International Relations
The Conclusion reminds readers of the dangers posed by the retention of nuclear weapons, and draws attention to the problems posed by the refusal of the nuclear weapon states to disarm. It points to the opportunity after the Cold War to move to a world free of nuclear weapons, but shows that the nuclear states were against taking this step, even though under the NPT they are obliged to do so. The Conclusion reiterates that what is being sought is a balanced, phased and verified process of disarmament, where the security concerns of the nuclear weapon states are taken into account during a programme of nuclear disarmament. It notes that to date, nothing else has been successful in persuading these states to fulfil their promise to disarm, and that the TPNW is arguably the best tool we currently posses for moving towards disarmament.
This chapter explores the formation of the 2017 Treaty on the Prohibition of Nuclear Weapons and addresses some of its key provisions. It outlines how the 2010 NPT Review Conference made mention of international humanitarian law, how this in turn generated the ‘Humanitarian Initiative’ conferences, how these conferences were able to address the likely consequences of nuclear weapons’ use, calling on research from scientists, climate modellers, medical practitioners, lawyers, and those specializing in food and water security. The chapter shows how these deliberations led to the creation of the United Nations Treaty on the Prohibition of Nuclear Weapons.
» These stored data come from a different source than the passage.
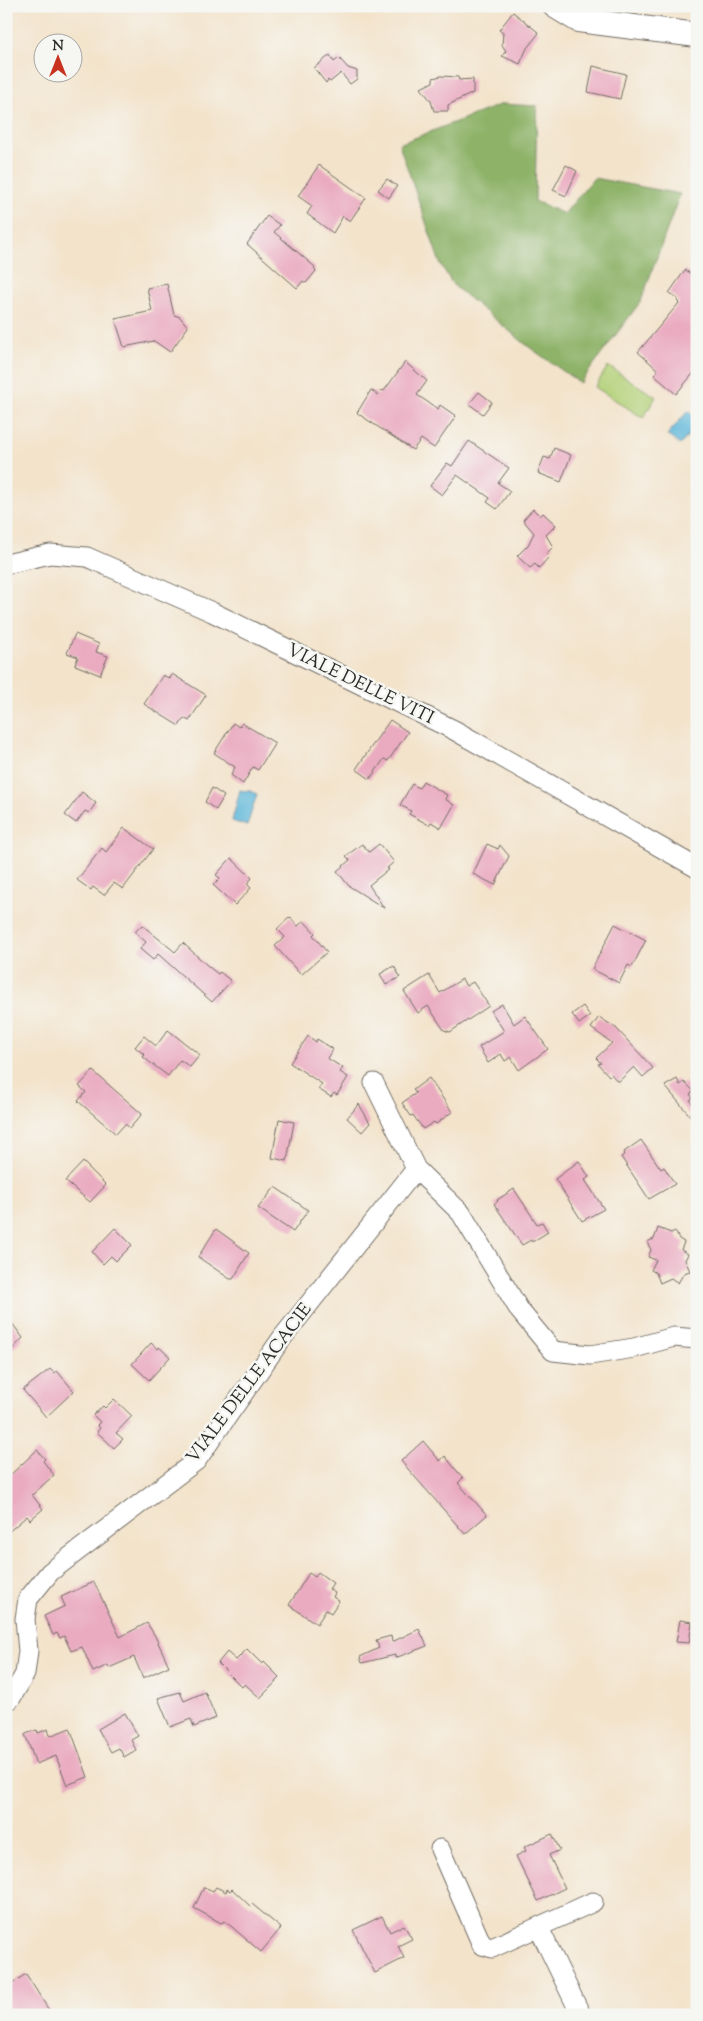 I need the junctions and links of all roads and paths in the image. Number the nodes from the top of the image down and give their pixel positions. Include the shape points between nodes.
1 (555, 6) edge
2 (697, 35) edge
3 (10, 567) edge
4 (697, 868) edge
5 (374, 1083) dead end
6 (416, 1169) junction
7 (697, 1339) edge
8 (6, 1702) edge
9 (440, 1849) dead end
10 (593, 1902) dead end
11 (539, 1928) junction
12 (581, 2015) edge

1 - 2 street via 578,20
3 - 4 street, VIALE DELLE VITI via 50,554 87,557 212,612 454,730
5 - 6 street
6 - 7 street via 461,1213 520,1311 553,1351 590,1355 674,1337
6 - 8 street, VIALE DELLE ACACIE via 282,1338 196,1462 50,1572 28,1599 25,1674
9 - 11 street via 482,1945 492,1948
10 - 11 street
11 - 12 street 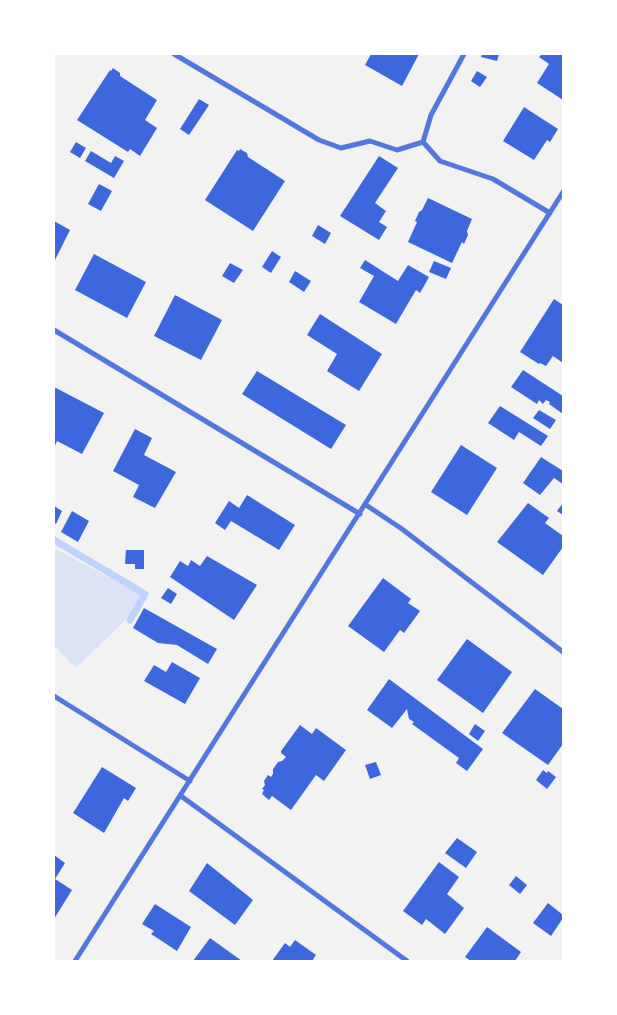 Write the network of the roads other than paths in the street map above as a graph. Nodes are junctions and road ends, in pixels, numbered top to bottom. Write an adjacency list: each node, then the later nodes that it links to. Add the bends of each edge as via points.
1 (174, 54): 3 (street, via 326,143 341,148 370,142 397,150)
2 (464, 54): 3 (street, via 431,114)
3 (423, 142): 5 (street, via 440,161 493,180)
4 (563, 192): 5 (street)
5 (550, 213): 7 (street)
6 (54, 330): 8 (street)
7 (366, 505): 8 (street); 9 (street)
8 (360, 514): 11 (street)
9 (563, 652)
10 (54, 696): 11 (street)
11 (190, 781): 12 (street)
12 (181, 796): 13 (street); 14 (street)
13 (75, 961)
14 (407, 961) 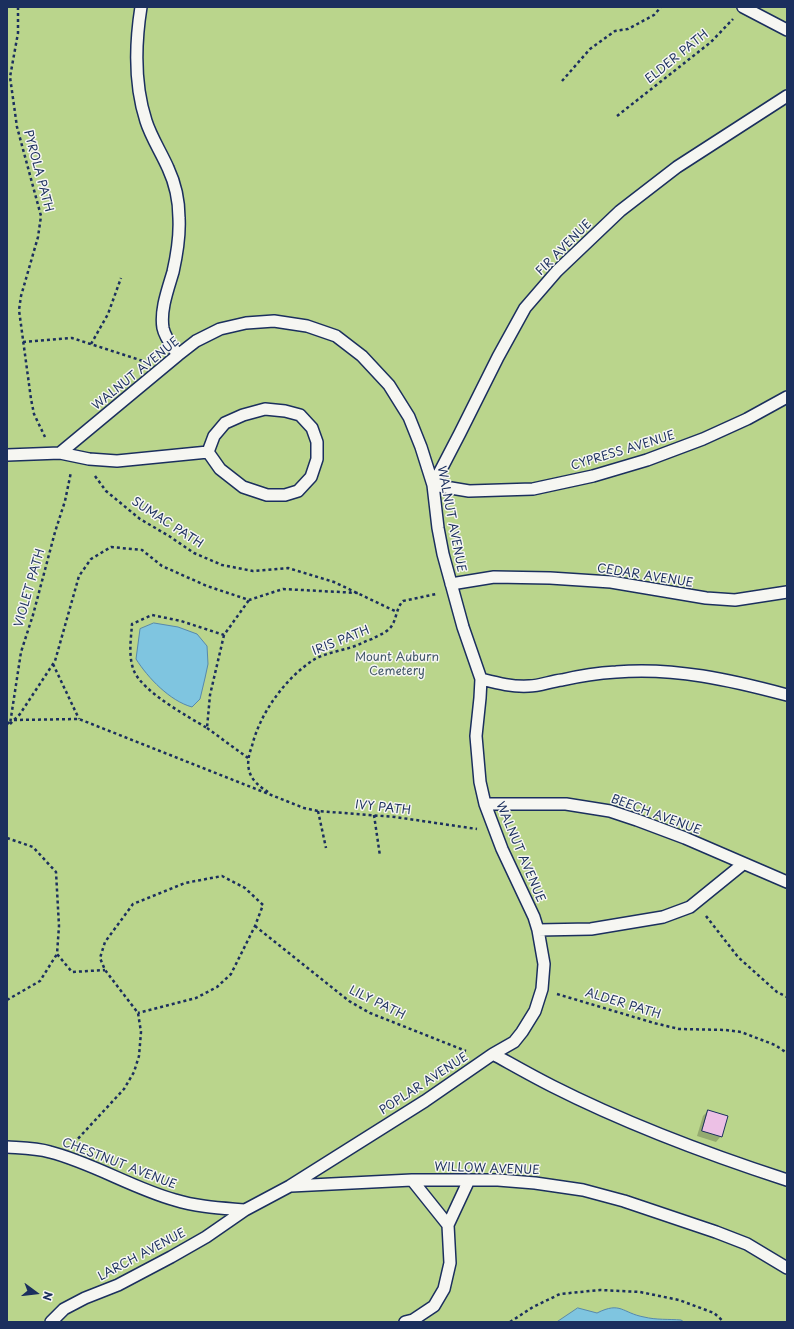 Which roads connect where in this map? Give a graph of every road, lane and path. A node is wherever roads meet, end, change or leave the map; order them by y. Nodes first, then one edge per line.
1 (18, 7) edge
2 (141, 7) edge
3 (661, 7) edge
4 (743, 7) edge
5 (786, 32) edge
6 (562, 80) dead end
7 (787, 96) edge
8 (617, 116) dead end
9 (121, 278) dead end
10 (23, 342) junction
11 (91, 344) junction
12 (178, 354) junction
13 (162, 368) junction
14 (787, 398) edge
15 (208, 452) junction
16 (56, 454) junction
17 (7, 456) edge
18 (78, 457) junction
19 (433, 485) junction
20 (452, 588) junction
21 (787, 592) edge
22 (358, 593) junction
23 (248, 600) junction
24 (397, 612) junction
25 (224, 635) junction
26 (53, 664) junction
27 (481, 679) junction
28 (787, 695) edge
29 (79, 719) junction
30 (14, 720) junction
31 (8, 723) edge
32 (207, 728) junction
33 (248, 758) junction
34 (272, 795) junction
35 (485, 804) junction
36 (318, 811) junction
37 (374, 815) junction
38 (495, 831) junction
39 (7, 838) edge
40 (326, 848) dead end
41 (380, 856) dead end
42 (743, 864) junction
43 (787, 882) edge
44 (696, 902) junction
45 (255, 926) junction
46 (538, 930) junction
47 (57, 954) junction
48 (106, 970) junction
49 (542, 989) junction
50 (787, 997) edge
51 (7, 1000) edge
52 (138, 1013) junction
53 (787, 1053) edge
54 (489, 1057) junction
55 (7, 1147) edge
56 (62, 1156) junction
57 (412, 1180) junction
58 (469, 1180) junction
59 (787, 1180) edge
60 (290, 1186) junction
61 (245, 1210) junction
62 (448, 1226) junction
63 (787, 1268) edge
64 (52, 1322) edge
65 (405, 1322) edge
66 (510, 1322) edge
67 (724, 1322) edge

1 - 10 path, PYROLA PATH
2 - 12 lane
3 - 6 path
4 - 5 lane
4 - 8 path, ELDER PATH
7 - 19 lane, FIR AVENUE
9 - 11 path
10 - 11 path
10 - 16 path, PYROLA PATH
11 - 13 path
12 - 13 lane, WALNUT AVENUE
12 - 19 lane, WALNUT AVENUE
13 - 16 lane, WALNUT AVENUE
14 - 19 lane, CYPRESS AVENUE
15 - 15 lane
15 - 18 lane
16 - 17 lane
16 - 18 lane
18 - 22 path, SUMAC PATH
18 - 31 path, VIOLET PATH
19 - 20 lane, WALNUT AVENUE
20 - 21 lane, CEDAR AVENUE
20 - 24 path
20 - 27 lane, WALNUT AVENUE
22 - 23 path
22 - 24 path, SUMAC PATH
23 - 25 path
23 - 26 path
24 - 33 path, IRIS PATH
25 - 32 path
25 - 32 path
26 - 29 path
26 - 30 path
27 - 28 lane
27 - 35 lane, WALNUT AVENUE
29 - 30 path
29 - 34 path, IVY PATH
30 - 31 path
32 - 33 path
33 - 34 path, IRIS PATH
34 - 36 path, IVY PATH
35 - 38 lane, WALNUT AVENUE
35 - 42 lane, BEECH AVENUE
36 - 37 path, IVY PATH
36 - 40 path
37 - 38 path, IVY PATH
37 - 41 path
38 - 46 lane, WALNUT AVENUE
39 - 47 path
42 - 43 lane, BEECH AVENUE
42 - 44 lane
44 - 46 lane
44 - 50 path
45 - 48 path
45 - 52 path
45 - 54 path, LILY PATH
46 - 49 lane, POPLAR AVENUE
47 - 48 path
47 - 51 path
48 - 52 path
49 - 53 path, ALDER PATH
49 - 54 lane, POPLAR AVENUE
52 - 56 path
54 - 59 lane
54 - 60 lane, POPLAR AVENUE
55 - 56 lane, CHESTNUT AVENUE
56 - 61 lane, CHESTNUT AVENUE
57 - 58 lane, WILLOW AVENUE
57 - 60 lane, WILLOW AVENUE
57 - 62 lane
58 - 62 lane
58 - 63 lane, WILLOW AVENUE
60 - 61 lane, POPLAR AVENUE
61 - 64 lane, LARCH AVENUE
62 - 65 lane
66 - 67 path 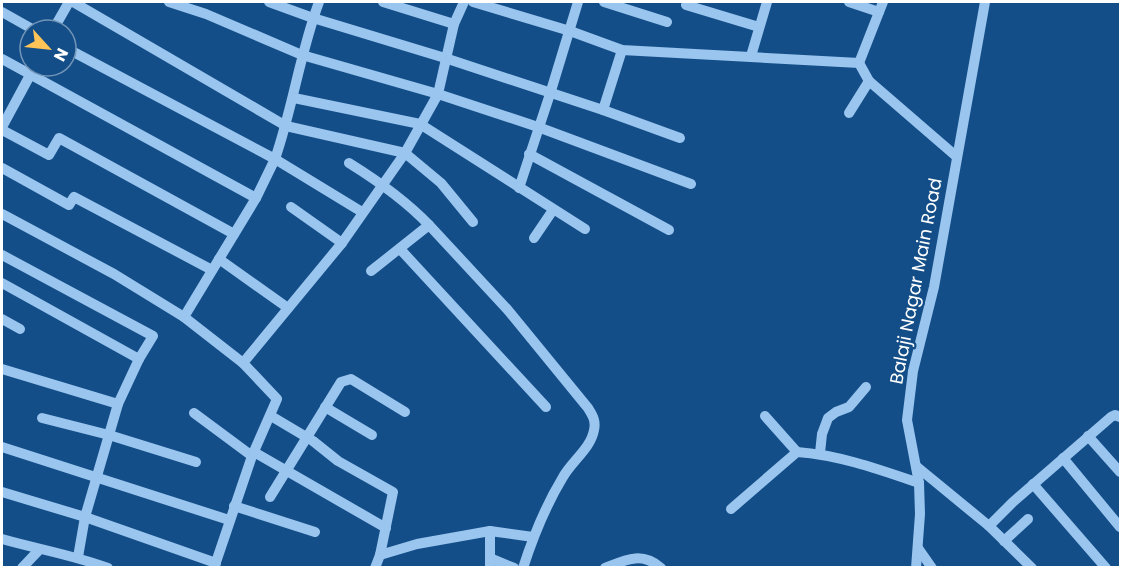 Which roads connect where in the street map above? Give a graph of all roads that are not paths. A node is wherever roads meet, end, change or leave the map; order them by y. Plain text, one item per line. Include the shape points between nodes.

It notes that many of the processes identified in the previous chapter were applied in negotiations leading to the TPNW. Specifically, these negotiations reflected new processes of arms control and disarmament, by rejecting the more traditional (but unproductive) arms control venues and traditional diplomatic processes, by proceeding without the great powers’ consent or involvement, by utilizing civil society actors and small and middle-sized states in the international system, by placing a sole focus on humanitarianism, and by striving for a straightforward ban on nuclear weapons.
This chapter introduces the practice of ‘humanitarian arms control’, and shows how this was applied to the cases of landmines in 1997 and cluster munitions in 2008. It argues that even as the nuclear states continued to hold fast to nuclearism, a process of ‘humanitarian disarmament’ was evolving. There were some notable aspects of these disarmament processes which would, in time, come to have an important bearing on the way in which non-nuclear states sought to achieve the Treaty on the Prohibition of Nuclear Weapons. The experience of the landmines ban especially, together with fifteen years of reflection on the success of that process and its role in re-affirming the place of international humanitarian law in weapons control, provided states and civil society actors with useful experience and an important background against which the matter of nuclear weapons would henceforth be framed. The chapter argues that the utilization of humanitarian arguments and novel processes of diplomacy used to prohibit landmines (and later, cluster munitions) showed that there would be some value in applying similar arguments to nuclear weapons also, as a way of pushing for disarmament. These novel processes included the presence of new initiators, and new participants, especially non-state actors drawn from the humanitarian field, the creation of new diplomatic venues, the bypassing of the great powers, the choice to work on a single, clear goal of complete prohibition, staying with a solely humanitarian framework, and employing new methods for reaching agreement.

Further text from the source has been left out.